I am Jeff Kelly Lowenstein, one of Diane’s stepsons. I knew her for more than 35 years, from the time her oldest son Alex and I were in a joint second/third grade classroom. While it’s nearly impossible to encapsulate such a vital and dynamic person as Diane, when talking and thinking about her with Dunreith and Aidan in preparation for talking today, several of her major traits stood out to us.
Diane was a marvelous listener.
Beyond the training she had as a counselor, she had a deep empathic sense, forged during her years in Luxembourg after World War II. It let her make the person she was speaking with feel safe, and listen to what a person was saying, what they meant, what they felt. She also could connect how whatever they were discussing related to their life as a whole. Dad has talked to me often about how he had lived 52 years before feeling completely understood by another person.
Diane gave that to him.
Her listening was a central part of why he felt that way. Dunreith treasured the walks and excursion she and Diane took in Evanston, in Cambridge and in Rockport for that same quality. Running the gamut from children to George Eliot, their conversations were often punctuated by hearty chuckles on both sides.
Diane was enormously generous.
I am confident that all of us experienced and benefited from the example of, Diane’s unstinting generosity toward those she knew and loved – her family, friends and circle of intimates – and those she was just meeting for the first time. Dunreith talked about asking Diane why she had so much loose change in the Cambridge house: her response was so that she could share what she had with people who needed it. Beyond her material sharing, Diane could not have been more welcoming and inclusive toward the three of us as a family from the moment she met Dunreith and Aidan.
She had a wonderful sense of occasion.
I used to live on a community service center in Kentucky, where the father of the family once told me, “I don’t have much, Jeff, but I live rich.”
Diane definitely lived rich, making sure that her children had enough money for popcorn at the movies during lean financial times and telling Aidan that he could get one of every kind of candy in Tuck’s. (Years later he described the experience as one of his life’s greatest moments.) From calling Dunreith mid-day at Facing History and saying, “Ha, ha, you’re at work and I’m not,” to sipping white wine while watching a sunset at the Headlands in Rockport, Diane treated every day as cause for celebration.
She showed this sensibility on a rainy weekday night in July 1990.

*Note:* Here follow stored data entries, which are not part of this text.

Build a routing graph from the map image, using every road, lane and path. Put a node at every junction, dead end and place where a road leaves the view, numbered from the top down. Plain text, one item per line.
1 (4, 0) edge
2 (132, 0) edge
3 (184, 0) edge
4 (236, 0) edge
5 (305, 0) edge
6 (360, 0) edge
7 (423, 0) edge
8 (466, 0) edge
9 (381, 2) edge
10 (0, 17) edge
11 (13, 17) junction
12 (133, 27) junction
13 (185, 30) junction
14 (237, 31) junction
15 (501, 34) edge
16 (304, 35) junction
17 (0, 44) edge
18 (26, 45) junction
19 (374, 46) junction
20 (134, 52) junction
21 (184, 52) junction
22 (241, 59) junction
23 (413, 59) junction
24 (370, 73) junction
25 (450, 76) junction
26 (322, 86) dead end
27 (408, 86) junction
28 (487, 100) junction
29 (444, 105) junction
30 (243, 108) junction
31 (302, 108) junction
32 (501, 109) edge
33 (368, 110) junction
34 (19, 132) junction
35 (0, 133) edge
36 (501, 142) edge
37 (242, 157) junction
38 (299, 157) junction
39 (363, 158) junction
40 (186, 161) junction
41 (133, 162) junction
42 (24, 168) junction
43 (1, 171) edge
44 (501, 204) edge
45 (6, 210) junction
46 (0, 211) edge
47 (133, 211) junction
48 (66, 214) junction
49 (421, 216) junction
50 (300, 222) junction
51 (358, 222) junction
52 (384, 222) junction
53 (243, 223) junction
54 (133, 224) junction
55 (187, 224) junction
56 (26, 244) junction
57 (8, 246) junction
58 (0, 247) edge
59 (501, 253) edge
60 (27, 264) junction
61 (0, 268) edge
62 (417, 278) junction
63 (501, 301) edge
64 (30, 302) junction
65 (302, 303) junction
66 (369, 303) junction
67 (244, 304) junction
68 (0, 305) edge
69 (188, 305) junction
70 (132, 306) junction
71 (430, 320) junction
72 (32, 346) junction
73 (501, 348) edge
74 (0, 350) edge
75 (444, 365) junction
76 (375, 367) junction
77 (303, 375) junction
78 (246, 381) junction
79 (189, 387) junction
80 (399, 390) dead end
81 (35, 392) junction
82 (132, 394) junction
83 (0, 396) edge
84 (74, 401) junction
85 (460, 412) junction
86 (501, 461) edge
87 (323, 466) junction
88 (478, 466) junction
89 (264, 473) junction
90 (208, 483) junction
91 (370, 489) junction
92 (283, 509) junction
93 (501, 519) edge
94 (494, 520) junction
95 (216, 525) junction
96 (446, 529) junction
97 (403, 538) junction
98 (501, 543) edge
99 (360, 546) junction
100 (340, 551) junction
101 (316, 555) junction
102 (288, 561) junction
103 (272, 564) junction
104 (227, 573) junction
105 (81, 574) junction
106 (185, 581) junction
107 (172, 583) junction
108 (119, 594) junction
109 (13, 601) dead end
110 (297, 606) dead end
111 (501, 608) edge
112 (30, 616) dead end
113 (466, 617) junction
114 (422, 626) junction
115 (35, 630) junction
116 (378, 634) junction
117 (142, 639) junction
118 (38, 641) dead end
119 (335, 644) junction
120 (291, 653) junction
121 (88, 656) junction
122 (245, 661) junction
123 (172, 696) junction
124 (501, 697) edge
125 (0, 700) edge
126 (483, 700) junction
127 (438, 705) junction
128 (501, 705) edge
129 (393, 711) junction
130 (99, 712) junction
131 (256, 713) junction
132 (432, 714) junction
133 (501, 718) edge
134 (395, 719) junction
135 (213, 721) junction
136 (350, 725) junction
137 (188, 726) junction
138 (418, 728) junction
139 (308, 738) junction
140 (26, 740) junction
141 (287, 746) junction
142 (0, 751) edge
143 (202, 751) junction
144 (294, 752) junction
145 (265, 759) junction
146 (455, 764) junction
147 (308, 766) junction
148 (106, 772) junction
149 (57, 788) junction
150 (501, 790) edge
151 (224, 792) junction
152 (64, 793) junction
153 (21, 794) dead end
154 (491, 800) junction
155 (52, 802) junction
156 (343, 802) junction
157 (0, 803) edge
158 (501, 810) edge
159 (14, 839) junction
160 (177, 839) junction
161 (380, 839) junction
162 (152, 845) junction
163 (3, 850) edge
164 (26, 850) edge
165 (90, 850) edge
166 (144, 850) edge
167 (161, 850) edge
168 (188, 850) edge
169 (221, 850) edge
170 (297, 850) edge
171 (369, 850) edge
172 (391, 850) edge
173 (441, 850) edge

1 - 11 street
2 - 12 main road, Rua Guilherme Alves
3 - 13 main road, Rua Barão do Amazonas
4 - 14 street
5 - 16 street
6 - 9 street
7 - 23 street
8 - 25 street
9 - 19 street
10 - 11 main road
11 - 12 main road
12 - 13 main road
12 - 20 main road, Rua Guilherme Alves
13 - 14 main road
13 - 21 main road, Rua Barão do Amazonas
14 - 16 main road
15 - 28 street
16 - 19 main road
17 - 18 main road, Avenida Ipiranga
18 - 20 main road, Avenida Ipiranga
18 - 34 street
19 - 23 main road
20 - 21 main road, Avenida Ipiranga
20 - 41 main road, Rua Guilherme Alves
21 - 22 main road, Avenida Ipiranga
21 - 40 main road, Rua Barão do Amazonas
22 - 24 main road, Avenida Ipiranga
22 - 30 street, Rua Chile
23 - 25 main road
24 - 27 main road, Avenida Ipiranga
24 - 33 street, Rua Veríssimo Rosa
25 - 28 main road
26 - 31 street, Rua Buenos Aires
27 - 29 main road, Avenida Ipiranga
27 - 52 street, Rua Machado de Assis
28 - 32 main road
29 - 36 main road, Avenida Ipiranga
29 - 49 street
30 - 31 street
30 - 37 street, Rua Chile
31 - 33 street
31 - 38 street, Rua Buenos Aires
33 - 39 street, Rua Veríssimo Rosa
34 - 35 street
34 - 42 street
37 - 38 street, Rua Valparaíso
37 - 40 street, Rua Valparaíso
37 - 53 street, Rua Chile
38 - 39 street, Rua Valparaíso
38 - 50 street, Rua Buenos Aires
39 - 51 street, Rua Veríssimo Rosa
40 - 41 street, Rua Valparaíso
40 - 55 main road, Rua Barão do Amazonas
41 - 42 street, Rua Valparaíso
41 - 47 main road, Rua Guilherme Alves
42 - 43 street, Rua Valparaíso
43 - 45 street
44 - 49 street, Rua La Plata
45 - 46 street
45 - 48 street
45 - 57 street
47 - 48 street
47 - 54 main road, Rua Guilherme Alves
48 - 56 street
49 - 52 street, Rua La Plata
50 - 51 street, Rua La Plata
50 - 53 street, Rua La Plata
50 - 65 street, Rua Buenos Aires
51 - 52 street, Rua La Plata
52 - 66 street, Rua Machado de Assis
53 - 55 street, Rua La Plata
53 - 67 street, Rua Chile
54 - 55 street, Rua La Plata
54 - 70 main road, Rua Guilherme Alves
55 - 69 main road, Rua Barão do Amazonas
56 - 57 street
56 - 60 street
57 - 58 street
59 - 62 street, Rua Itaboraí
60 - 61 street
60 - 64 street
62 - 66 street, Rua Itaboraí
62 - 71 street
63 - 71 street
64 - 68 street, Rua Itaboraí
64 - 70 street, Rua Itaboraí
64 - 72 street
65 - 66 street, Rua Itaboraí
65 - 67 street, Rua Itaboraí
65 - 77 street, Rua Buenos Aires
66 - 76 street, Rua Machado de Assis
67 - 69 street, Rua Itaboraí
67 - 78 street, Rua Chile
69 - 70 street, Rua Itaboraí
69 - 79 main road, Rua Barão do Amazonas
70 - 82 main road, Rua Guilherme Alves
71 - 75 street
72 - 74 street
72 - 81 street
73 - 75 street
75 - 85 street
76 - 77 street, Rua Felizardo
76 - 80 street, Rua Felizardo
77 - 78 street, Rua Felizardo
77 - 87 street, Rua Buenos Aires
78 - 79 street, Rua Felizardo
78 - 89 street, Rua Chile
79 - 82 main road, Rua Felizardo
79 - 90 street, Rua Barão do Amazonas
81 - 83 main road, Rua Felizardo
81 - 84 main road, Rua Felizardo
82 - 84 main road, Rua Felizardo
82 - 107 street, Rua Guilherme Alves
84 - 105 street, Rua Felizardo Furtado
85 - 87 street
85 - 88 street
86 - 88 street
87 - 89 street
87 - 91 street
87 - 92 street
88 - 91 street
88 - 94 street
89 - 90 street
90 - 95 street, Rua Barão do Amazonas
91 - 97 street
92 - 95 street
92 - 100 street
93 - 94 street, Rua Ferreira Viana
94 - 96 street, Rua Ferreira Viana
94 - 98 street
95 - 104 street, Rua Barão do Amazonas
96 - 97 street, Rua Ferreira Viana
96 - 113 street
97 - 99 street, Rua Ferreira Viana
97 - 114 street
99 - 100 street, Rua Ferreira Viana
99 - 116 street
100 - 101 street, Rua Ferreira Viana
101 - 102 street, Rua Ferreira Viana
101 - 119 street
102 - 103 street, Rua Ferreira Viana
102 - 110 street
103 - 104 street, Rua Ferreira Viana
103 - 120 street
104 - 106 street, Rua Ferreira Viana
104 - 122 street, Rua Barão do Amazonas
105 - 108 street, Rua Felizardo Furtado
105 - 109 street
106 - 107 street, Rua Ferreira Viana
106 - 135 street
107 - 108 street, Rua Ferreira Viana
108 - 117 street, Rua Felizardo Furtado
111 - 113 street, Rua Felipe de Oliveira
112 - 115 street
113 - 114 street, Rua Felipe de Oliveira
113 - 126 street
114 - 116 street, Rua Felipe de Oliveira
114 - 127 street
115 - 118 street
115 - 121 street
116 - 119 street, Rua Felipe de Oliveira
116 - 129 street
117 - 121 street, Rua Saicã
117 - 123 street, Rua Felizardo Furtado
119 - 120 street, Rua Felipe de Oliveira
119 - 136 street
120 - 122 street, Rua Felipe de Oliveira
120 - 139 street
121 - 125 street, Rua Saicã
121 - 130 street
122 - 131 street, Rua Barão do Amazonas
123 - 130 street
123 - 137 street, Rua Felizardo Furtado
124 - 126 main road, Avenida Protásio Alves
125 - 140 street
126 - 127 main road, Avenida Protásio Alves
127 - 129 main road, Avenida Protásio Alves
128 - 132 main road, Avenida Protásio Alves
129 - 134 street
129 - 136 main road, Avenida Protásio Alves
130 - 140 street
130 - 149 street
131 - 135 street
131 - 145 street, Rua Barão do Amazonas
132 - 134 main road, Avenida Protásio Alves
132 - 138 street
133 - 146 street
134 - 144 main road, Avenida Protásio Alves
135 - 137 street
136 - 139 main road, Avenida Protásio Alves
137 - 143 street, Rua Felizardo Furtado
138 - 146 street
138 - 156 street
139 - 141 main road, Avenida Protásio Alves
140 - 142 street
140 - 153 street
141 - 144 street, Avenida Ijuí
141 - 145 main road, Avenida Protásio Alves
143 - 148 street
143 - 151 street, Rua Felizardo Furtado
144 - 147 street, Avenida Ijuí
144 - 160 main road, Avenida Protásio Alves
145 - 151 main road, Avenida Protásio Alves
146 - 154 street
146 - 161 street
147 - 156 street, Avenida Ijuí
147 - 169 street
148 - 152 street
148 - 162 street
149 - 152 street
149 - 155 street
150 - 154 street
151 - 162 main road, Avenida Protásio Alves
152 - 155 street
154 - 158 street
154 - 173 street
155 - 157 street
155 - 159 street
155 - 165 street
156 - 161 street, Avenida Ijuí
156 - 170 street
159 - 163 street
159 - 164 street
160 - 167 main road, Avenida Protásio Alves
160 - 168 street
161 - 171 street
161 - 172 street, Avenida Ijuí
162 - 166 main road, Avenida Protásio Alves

Dad and Diane cooked an 18-pound turkey that they packed up with some brie cheese, potato chips and matzah to deliver to Fenway Park, where my partner and I were selling Green Monster t-shirts. Having tried with very little success during the previous month to establish my street cred on Lansdowne Street, I have to admit that the sight of my slightly giddy father and stepmother lugging a basket filled with these goodies did not initially fill me with either joy or excitement.
But then our stand was swarmed by the street’s vendors and passersby, all of whom devoured the food with grateful ferocity, with the notable exception of Sal, a homeless gentleman, who informed me, “These chips are stale.”
On the other hand, the members of a nearby sausage stand instantly proclaimed it the best meal they had ever eaten. Three years later, when my brother Jon worked the same job, he would field occasional hopeful queries from the other vendors about the arrival of another turkey.
Diane just laughed the whole time.
Diane’s laughter encompassed many of the qualities I have just described. She had a robust laugh that erupted from within, subsumed her entire person and lasted for minutes on end.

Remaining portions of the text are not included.